### Data provided

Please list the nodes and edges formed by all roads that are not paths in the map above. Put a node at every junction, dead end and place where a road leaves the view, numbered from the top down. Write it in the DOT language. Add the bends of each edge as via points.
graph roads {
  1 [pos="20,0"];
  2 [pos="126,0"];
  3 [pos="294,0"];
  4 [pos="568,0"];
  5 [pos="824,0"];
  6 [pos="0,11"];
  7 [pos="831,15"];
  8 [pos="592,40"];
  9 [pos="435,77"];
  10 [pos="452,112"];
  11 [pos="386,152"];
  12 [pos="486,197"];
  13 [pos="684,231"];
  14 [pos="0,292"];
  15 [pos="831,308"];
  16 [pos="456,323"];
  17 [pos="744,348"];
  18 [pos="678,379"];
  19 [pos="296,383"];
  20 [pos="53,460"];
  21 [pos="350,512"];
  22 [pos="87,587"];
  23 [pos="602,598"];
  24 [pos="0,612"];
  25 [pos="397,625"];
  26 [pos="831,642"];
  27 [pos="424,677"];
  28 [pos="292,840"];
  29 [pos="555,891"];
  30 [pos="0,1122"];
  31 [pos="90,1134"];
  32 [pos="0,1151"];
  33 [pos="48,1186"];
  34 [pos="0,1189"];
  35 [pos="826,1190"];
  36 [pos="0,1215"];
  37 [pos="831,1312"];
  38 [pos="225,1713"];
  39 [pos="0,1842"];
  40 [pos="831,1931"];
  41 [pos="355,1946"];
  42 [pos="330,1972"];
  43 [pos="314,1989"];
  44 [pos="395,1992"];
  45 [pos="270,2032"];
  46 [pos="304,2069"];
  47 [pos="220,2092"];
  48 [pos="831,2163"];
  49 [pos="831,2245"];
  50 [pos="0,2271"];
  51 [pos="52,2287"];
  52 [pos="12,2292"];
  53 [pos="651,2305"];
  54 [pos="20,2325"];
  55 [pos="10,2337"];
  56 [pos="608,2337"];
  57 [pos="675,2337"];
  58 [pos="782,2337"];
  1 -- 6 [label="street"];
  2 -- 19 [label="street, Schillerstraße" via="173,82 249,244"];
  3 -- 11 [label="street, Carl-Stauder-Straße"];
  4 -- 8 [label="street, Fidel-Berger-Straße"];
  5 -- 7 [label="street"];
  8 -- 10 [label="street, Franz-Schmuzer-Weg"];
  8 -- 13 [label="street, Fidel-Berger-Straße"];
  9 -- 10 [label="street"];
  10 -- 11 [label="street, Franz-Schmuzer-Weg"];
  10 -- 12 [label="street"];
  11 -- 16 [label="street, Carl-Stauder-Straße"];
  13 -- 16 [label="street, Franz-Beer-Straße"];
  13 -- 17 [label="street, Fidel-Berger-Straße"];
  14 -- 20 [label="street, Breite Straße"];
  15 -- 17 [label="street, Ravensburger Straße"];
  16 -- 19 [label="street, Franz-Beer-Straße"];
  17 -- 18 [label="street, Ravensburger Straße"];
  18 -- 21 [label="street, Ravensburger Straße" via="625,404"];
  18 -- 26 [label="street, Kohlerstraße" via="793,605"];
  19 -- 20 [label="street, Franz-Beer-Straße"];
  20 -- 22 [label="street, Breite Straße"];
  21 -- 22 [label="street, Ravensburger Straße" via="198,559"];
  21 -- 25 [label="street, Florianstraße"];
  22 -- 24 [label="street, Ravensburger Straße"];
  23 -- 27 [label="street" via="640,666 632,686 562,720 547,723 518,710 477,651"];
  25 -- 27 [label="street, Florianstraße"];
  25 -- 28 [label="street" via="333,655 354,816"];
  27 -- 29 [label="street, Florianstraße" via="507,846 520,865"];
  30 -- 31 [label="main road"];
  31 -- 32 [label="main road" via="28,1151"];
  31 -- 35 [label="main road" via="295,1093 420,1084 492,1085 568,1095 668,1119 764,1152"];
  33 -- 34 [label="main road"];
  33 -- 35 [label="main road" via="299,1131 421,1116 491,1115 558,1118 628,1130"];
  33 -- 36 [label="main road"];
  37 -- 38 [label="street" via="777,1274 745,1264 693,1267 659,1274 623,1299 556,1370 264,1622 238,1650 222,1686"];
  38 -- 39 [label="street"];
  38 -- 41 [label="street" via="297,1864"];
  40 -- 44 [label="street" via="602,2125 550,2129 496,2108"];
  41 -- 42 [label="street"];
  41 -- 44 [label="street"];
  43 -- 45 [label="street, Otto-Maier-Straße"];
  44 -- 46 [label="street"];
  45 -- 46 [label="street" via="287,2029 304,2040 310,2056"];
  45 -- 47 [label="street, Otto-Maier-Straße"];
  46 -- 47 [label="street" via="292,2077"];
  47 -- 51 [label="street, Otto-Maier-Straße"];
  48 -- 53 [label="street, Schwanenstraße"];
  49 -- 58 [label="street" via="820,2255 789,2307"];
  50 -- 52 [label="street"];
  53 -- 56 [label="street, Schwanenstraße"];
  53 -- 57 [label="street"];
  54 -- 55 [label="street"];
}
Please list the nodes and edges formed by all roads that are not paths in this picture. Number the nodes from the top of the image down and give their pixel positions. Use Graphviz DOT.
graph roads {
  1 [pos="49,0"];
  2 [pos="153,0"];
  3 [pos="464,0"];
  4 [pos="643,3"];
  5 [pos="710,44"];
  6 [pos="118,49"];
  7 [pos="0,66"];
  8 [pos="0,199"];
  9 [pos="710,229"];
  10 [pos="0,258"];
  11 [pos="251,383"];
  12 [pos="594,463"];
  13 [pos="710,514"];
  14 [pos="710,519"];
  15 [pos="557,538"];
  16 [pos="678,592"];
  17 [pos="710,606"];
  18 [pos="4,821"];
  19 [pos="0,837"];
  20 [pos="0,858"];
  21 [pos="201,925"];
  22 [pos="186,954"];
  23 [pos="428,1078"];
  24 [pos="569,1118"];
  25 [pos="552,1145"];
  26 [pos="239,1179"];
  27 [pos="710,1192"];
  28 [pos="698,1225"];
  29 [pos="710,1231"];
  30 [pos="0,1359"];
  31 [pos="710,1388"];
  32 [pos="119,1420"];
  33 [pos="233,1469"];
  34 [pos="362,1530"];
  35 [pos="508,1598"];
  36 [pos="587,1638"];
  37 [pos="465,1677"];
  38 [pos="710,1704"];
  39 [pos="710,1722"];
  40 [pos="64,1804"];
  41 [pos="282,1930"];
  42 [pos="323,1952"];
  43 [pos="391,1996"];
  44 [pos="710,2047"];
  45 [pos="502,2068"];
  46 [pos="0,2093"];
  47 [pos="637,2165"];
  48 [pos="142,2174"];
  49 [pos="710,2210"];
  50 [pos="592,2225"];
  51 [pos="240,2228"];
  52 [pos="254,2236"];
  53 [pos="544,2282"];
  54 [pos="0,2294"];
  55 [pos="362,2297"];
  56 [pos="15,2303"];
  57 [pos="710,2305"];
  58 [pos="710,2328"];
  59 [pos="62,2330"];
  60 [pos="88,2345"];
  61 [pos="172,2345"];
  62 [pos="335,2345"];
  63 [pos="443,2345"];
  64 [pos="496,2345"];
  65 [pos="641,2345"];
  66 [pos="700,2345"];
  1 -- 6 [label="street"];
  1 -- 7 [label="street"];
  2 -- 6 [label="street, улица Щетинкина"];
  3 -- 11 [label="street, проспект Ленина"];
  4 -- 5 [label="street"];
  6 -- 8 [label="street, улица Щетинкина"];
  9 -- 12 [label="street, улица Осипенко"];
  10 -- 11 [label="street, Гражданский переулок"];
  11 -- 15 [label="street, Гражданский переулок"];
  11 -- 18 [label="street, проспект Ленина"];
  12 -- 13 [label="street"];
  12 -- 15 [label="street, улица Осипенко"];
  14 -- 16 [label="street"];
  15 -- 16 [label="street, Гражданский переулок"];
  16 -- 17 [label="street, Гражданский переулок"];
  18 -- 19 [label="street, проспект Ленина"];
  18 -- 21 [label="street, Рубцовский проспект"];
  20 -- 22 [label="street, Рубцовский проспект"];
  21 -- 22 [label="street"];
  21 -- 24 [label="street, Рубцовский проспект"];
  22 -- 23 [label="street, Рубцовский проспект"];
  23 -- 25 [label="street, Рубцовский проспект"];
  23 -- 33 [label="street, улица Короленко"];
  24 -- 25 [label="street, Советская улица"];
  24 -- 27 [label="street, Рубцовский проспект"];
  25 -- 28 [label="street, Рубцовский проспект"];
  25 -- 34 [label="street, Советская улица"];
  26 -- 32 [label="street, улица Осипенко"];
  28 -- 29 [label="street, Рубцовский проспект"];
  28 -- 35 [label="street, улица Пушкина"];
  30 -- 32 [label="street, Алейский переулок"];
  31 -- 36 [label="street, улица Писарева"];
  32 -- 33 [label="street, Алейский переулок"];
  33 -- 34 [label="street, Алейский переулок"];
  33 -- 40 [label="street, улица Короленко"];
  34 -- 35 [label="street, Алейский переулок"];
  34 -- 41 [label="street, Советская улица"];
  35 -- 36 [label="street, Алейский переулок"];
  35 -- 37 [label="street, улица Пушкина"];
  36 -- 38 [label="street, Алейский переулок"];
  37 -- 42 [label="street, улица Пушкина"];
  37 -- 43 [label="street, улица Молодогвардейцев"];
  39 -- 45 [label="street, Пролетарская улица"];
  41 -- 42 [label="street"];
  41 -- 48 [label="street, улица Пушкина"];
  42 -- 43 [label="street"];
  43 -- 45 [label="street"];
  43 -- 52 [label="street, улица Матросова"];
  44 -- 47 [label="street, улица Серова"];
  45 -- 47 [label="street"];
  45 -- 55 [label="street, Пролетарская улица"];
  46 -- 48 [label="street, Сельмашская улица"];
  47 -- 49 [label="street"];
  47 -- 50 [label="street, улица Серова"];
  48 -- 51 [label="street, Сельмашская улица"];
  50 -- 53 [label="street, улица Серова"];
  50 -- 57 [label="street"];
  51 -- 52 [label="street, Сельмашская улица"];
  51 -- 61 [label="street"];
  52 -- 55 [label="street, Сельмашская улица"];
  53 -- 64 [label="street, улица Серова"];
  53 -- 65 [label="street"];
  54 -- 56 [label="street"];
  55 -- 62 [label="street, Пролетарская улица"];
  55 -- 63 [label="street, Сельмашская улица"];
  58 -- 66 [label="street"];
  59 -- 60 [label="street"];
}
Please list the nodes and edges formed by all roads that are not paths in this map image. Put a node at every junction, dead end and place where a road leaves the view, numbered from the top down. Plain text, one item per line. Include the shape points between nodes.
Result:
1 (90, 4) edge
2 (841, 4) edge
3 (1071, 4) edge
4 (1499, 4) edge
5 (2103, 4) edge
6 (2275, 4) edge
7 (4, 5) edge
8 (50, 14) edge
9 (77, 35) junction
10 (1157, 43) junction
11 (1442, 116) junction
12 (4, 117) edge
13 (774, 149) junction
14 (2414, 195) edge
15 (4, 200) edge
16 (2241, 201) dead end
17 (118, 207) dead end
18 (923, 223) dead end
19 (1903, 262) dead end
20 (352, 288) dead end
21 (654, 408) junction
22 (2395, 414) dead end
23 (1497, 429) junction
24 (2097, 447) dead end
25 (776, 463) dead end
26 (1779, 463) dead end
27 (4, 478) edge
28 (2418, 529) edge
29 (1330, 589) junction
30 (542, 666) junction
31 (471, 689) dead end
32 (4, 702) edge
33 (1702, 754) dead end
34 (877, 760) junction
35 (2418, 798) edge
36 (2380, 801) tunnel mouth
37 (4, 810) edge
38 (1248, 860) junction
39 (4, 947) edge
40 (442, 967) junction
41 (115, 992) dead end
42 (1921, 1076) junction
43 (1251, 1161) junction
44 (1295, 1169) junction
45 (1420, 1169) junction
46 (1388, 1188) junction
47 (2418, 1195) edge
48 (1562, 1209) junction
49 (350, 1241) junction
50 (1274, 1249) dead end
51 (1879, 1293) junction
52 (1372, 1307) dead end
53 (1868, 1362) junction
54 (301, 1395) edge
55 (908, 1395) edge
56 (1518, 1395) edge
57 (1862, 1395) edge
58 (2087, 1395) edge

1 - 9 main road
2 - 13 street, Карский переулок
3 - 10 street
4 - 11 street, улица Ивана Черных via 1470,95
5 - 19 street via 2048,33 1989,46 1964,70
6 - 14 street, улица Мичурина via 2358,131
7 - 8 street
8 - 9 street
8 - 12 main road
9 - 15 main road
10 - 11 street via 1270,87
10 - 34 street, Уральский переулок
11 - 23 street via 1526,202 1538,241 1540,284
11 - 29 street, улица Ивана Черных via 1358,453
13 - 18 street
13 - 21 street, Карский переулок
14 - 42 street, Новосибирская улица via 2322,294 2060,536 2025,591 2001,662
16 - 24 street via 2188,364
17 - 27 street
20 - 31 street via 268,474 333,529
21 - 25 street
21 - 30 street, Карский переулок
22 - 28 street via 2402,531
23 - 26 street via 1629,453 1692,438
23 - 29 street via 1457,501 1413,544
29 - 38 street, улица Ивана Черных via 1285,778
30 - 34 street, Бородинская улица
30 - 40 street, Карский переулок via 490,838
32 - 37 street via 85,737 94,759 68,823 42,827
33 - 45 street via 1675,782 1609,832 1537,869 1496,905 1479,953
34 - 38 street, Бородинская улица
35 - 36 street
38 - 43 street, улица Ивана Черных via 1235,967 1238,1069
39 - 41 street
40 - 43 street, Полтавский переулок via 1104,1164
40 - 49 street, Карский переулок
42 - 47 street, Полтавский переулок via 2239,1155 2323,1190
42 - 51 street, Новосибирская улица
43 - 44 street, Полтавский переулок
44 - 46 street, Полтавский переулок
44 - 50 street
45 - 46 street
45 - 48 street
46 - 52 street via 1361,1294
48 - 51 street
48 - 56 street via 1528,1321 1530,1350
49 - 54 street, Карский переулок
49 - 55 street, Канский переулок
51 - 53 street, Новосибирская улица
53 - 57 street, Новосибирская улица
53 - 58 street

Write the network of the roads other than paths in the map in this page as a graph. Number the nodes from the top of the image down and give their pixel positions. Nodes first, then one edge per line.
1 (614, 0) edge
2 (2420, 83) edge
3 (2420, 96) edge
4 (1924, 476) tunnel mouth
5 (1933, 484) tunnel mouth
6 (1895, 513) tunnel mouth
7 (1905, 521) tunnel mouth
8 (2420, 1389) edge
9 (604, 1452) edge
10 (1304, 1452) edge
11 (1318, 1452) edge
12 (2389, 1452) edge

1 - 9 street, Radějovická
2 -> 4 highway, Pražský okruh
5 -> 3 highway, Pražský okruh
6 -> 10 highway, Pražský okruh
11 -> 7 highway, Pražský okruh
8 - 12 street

######

[Exercise objective] Your answer should consist of all lines in the listing above that contain "Fidel".

[Solution to the exercise]
  4 -- 8 [label="street, Fidel-Berger-Straße"];
  8 -- 13 [label="street, Fidel-Berger-Straße"];
  13 -- 17 [label="street, Fidel-Berger-Straße"];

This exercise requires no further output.